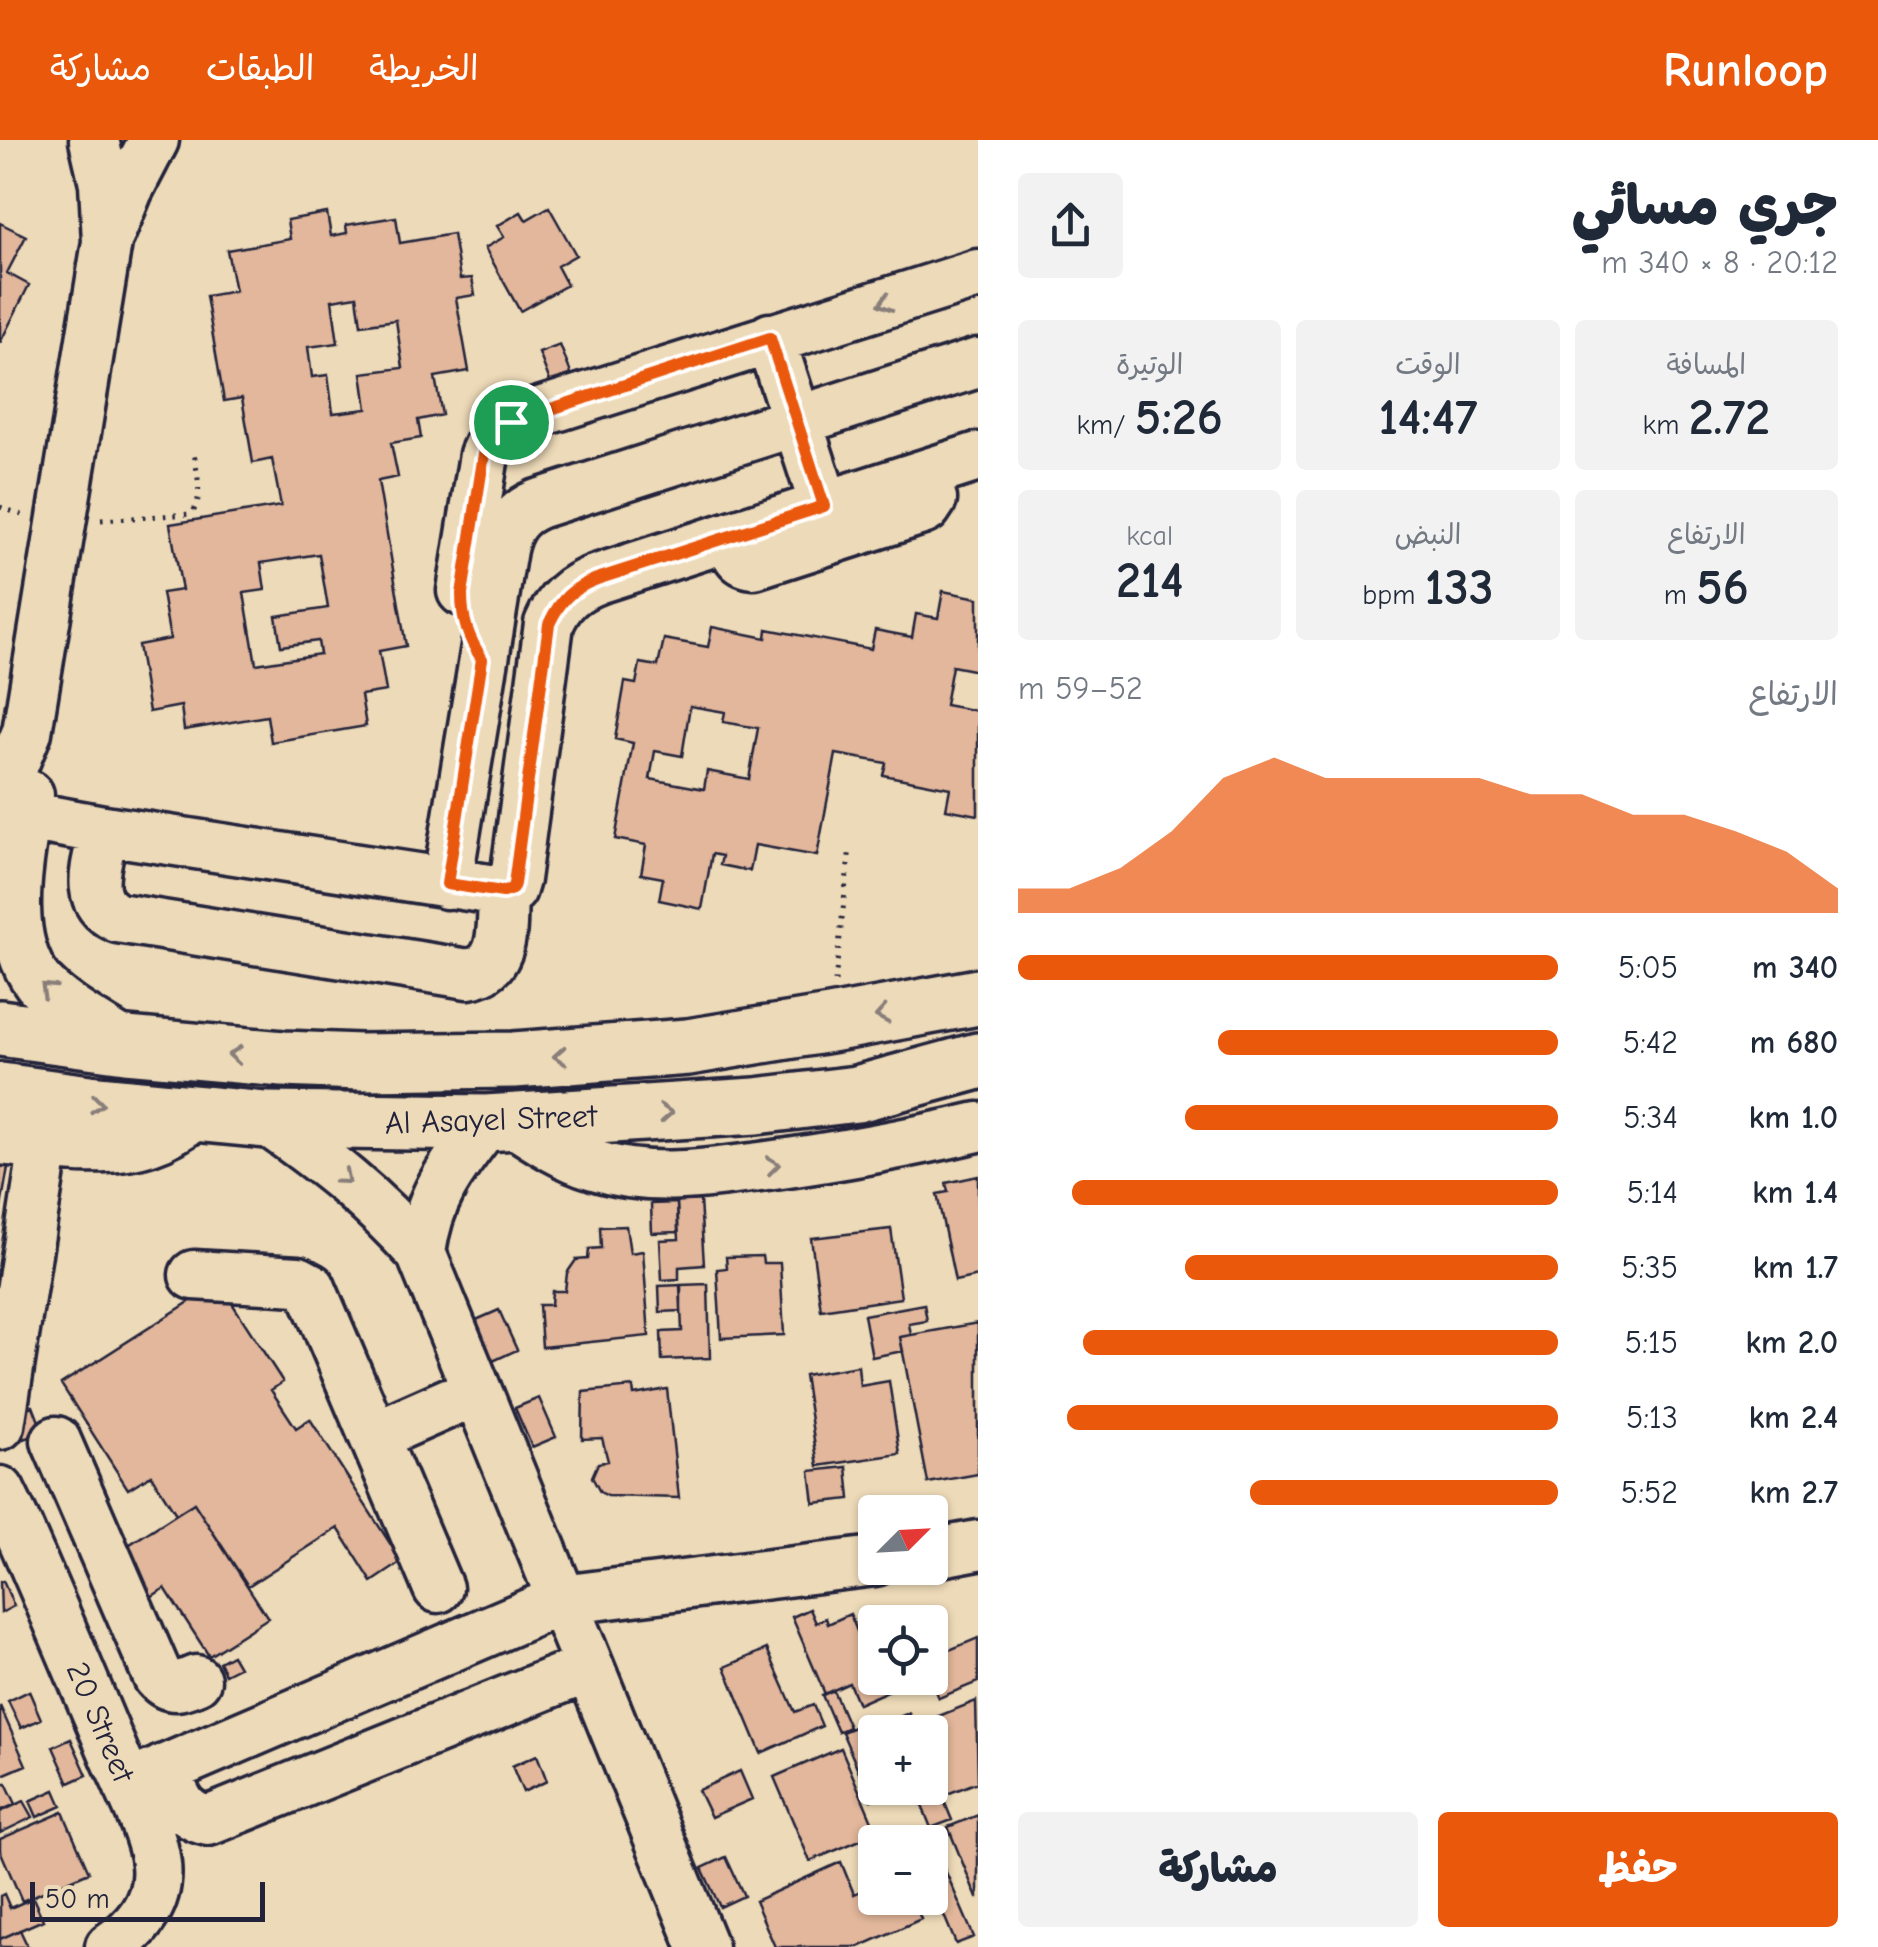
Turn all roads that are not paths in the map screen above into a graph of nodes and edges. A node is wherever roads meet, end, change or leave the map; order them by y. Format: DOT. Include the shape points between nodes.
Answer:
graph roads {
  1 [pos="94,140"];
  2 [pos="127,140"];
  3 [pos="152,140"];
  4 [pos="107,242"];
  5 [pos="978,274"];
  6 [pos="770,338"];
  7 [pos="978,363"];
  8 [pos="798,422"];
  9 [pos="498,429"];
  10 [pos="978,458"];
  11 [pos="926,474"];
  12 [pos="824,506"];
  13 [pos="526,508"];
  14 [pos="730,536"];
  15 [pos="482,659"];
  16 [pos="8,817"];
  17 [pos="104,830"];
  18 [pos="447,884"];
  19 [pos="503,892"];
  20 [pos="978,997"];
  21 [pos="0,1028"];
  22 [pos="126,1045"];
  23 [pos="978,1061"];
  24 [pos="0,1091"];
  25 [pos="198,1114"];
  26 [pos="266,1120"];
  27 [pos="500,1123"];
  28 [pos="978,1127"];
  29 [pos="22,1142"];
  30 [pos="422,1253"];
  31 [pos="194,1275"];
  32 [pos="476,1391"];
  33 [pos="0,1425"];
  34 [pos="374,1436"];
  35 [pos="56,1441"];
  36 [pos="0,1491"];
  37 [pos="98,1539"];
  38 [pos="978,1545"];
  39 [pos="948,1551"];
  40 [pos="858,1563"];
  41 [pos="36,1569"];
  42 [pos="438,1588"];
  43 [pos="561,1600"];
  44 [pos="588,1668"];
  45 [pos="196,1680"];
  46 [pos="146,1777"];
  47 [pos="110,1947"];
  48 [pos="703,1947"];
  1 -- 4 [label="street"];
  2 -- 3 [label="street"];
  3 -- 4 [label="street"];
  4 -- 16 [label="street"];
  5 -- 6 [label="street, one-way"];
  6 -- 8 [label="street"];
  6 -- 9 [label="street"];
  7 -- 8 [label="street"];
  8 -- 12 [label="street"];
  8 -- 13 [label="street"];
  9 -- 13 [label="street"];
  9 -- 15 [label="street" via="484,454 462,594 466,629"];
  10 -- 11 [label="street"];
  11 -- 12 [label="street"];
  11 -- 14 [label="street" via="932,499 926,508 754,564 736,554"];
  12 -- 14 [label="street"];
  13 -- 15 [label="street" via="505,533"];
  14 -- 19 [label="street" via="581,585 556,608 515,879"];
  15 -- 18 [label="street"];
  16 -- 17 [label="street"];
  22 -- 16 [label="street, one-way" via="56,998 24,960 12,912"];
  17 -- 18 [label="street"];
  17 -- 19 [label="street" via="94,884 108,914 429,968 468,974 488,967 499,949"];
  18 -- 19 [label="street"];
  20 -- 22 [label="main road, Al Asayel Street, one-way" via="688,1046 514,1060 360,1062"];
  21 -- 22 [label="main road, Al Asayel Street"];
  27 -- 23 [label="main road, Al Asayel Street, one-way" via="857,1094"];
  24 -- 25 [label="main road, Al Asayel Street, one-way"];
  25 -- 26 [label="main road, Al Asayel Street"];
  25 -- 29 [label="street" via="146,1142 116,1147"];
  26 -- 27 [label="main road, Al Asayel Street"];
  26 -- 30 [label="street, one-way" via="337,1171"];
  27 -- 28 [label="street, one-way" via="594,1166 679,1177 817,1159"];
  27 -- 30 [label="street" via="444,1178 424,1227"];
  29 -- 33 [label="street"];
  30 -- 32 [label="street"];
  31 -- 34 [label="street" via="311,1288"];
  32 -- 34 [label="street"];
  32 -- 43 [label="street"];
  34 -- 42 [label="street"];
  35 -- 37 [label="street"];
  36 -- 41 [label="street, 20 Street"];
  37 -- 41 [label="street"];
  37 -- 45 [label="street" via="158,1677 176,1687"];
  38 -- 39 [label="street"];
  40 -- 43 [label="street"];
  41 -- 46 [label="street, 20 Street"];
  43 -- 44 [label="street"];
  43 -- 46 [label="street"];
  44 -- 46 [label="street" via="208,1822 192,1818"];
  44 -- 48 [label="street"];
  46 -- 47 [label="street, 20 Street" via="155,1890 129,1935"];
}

* * *

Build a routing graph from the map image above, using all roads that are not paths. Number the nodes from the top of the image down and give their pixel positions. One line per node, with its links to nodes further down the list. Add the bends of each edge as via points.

---

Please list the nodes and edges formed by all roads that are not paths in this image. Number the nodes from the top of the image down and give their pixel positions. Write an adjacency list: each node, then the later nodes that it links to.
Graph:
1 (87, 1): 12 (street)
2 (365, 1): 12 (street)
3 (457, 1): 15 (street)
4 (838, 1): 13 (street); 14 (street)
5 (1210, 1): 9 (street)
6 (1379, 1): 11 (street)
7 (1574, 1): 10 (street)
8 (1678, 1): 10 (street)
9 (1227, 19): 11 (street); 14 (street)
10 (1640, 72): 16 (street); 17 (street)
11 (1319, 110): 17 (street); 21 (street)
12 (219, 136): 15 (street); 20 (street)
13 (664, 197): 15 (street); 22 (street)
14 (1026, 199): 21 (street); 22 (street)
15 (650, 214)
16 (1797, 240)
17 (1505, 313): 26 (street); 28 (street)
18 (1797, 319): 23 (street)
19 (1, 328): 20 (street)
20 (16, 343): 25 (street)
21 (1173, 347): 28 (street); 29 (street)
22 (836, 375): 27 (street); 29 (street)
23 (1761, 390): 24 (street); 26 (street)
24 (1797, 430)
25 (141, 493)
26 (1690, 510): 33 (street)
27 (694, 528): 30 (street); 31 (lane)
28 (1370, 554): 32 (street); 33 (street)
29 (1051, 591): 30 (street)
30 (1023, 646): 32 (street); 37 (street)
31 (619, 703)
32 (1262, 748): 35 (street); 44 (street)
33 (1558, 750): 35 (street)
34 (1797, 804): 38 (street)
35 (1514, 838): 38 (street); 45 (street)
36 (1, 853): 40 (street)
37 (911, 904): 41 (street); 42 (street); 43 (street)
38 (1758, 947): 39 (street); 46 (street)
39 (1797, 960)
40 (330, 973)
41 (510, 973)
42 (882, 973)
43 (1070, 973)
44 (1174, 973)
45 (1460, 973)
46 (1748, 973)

# EXERCISE OBJECTIVE
Looking at the data above, say how many lines contain "links", and give no other words.

# OUTPUT OF THE EXERCISE
2